Start of Block

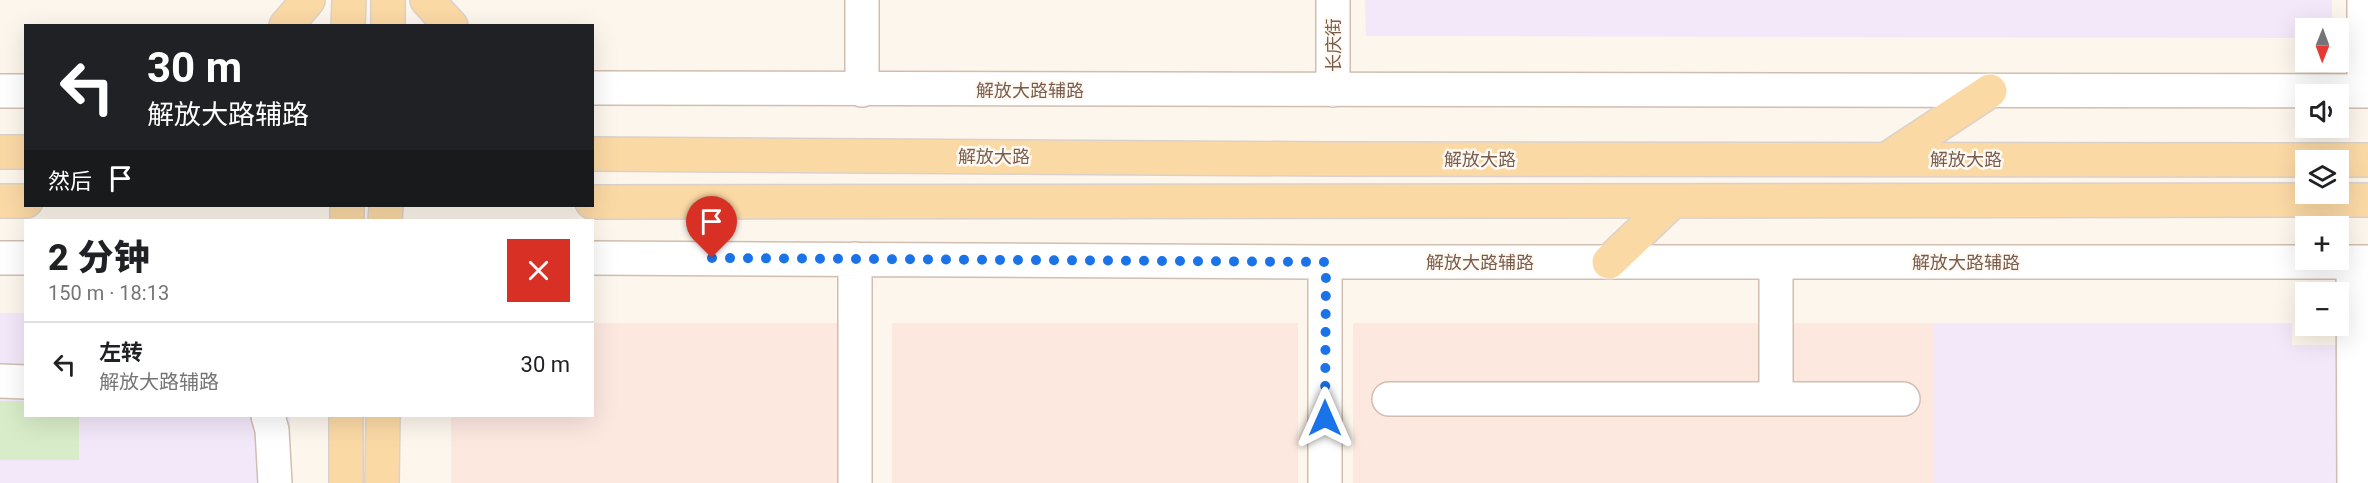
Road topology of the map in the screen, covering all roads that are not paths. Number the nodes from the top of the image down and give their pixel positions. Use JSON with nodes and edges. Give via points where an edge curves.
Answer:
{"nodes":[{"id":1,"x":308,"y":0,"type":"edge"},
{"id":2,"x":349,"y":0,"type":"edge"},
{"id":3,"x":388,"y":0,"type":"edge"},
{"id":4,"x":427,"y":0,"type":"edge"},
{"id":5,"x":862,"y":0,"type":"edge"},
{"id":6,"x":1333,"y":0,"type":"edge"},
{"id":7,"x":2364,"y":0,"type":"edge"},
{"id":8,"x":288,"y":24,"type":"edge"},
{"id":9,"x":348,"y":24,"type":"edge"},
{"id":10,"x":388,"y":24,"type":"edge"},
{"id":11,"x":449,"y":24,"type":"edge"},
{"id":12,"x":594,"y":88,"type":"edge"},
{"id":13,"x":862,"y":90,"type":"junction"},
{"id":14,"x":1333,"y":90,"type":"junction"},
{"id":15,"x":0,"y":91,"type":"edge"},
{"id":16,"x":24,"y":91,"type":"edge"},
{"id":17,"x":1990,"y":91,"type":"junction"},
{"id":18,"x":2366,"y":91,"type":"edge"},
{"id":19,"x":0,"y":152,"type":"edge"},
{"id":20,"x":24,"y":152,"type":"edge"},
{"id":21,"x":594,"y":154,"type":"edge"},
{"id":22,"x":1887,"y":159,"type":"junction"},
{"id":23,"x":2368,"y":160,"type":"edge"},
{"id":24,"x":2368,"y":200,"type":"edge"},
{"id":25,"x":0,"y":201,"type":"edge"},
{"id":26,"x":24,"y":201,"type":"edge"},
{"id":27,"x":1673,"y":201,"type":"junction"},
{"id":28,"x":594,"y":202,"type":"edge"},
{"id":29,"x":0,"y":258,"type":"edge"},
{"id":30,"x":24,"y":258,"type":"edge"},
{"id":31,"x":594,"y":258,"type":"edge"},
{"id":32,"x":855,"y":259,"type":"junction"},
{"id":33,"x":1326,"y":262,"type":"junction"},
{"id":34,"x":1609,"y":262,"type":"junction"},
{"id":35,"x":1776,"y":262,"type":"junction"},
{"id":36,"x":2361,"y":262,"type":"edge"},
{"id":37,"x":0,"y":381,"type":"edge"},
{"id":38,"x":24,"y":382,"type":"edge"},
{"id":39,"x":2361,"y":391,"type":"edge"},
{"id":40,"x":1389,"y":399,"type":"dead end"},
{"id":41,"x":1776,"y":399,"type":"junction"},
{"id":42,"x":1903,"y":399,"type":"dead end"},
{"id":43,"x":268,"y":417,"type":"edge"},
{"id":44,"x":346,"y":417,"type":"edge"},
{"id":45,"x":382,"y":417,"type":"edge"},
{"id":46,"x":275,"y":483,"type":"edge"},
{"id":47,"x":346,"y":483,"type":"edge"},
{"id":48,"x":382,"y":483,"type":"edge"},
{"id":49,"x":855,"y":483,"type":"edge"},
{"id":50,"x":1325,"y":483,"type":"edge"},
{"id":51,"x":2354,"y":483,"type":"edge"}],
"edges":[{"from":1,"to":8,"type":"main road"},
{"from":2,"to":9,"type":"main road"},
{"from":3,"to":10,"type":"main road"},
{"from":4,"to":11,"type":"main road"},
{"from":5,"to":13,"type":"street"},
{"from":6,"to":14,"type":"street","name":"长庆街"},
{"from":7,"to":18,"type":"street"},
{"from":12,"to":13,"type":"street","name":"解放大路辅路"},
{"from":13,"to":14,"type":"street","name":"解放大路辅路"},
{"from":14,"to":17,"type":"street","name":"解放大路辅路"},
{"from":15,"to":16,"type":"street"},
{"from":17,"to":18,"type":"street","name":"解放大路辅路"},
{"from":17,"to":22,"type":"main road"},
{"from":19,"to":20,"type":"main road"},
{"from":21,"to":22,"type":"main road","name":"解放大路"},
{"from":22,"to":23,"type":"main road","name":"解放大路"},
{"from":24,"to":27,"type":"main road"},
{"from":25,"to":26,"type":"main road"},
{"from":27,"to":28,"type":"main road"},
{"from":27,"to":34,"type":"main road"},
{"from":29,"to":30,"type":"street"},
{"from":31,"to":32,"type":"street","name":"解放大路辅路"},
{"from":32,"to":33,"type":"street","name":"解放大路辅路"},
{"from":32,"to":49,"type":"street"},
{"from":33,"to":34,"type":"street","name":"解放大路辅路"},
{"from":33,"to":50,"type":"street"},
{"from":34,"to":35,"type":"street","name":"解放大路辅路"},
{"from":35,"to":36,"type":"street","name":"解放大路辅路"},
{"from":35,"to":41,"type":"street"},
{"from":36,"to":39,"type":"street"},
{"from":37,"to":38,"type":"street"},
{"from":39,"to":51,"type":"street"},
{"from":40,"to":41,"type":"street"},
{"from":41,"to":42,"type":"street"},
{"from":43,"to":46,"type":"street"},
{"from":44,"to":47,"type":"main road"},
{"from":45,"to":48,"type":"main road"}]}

End of Block

Aim of the exercise: If a line in the records above contains "junction", copy that line.

Exercise output:
{"id":13,"x":862,"y":90,"type":"junction"},
{"id":14,"x":1333,"y":90,"type":"junction"},
{"id":17,"x":1990,"y":91,"type":"junction"},
{"id":22,"x":1887,"y":159,"type":"junction"},
{"id":27,"x":1673,"y":201,"type":"junction"},
{"id":32,"x":855,"y":259,"type":"junction"},
{"id":33,"x":1326,"y":262,"type":"junction"},
{"id":34,"x":1609,"y":262,"type":"junction"},
{"id":35,"x":1776,"y":262,"type":"junction"},
{"id":41,"x":1776,"y":399,"type":"junction"},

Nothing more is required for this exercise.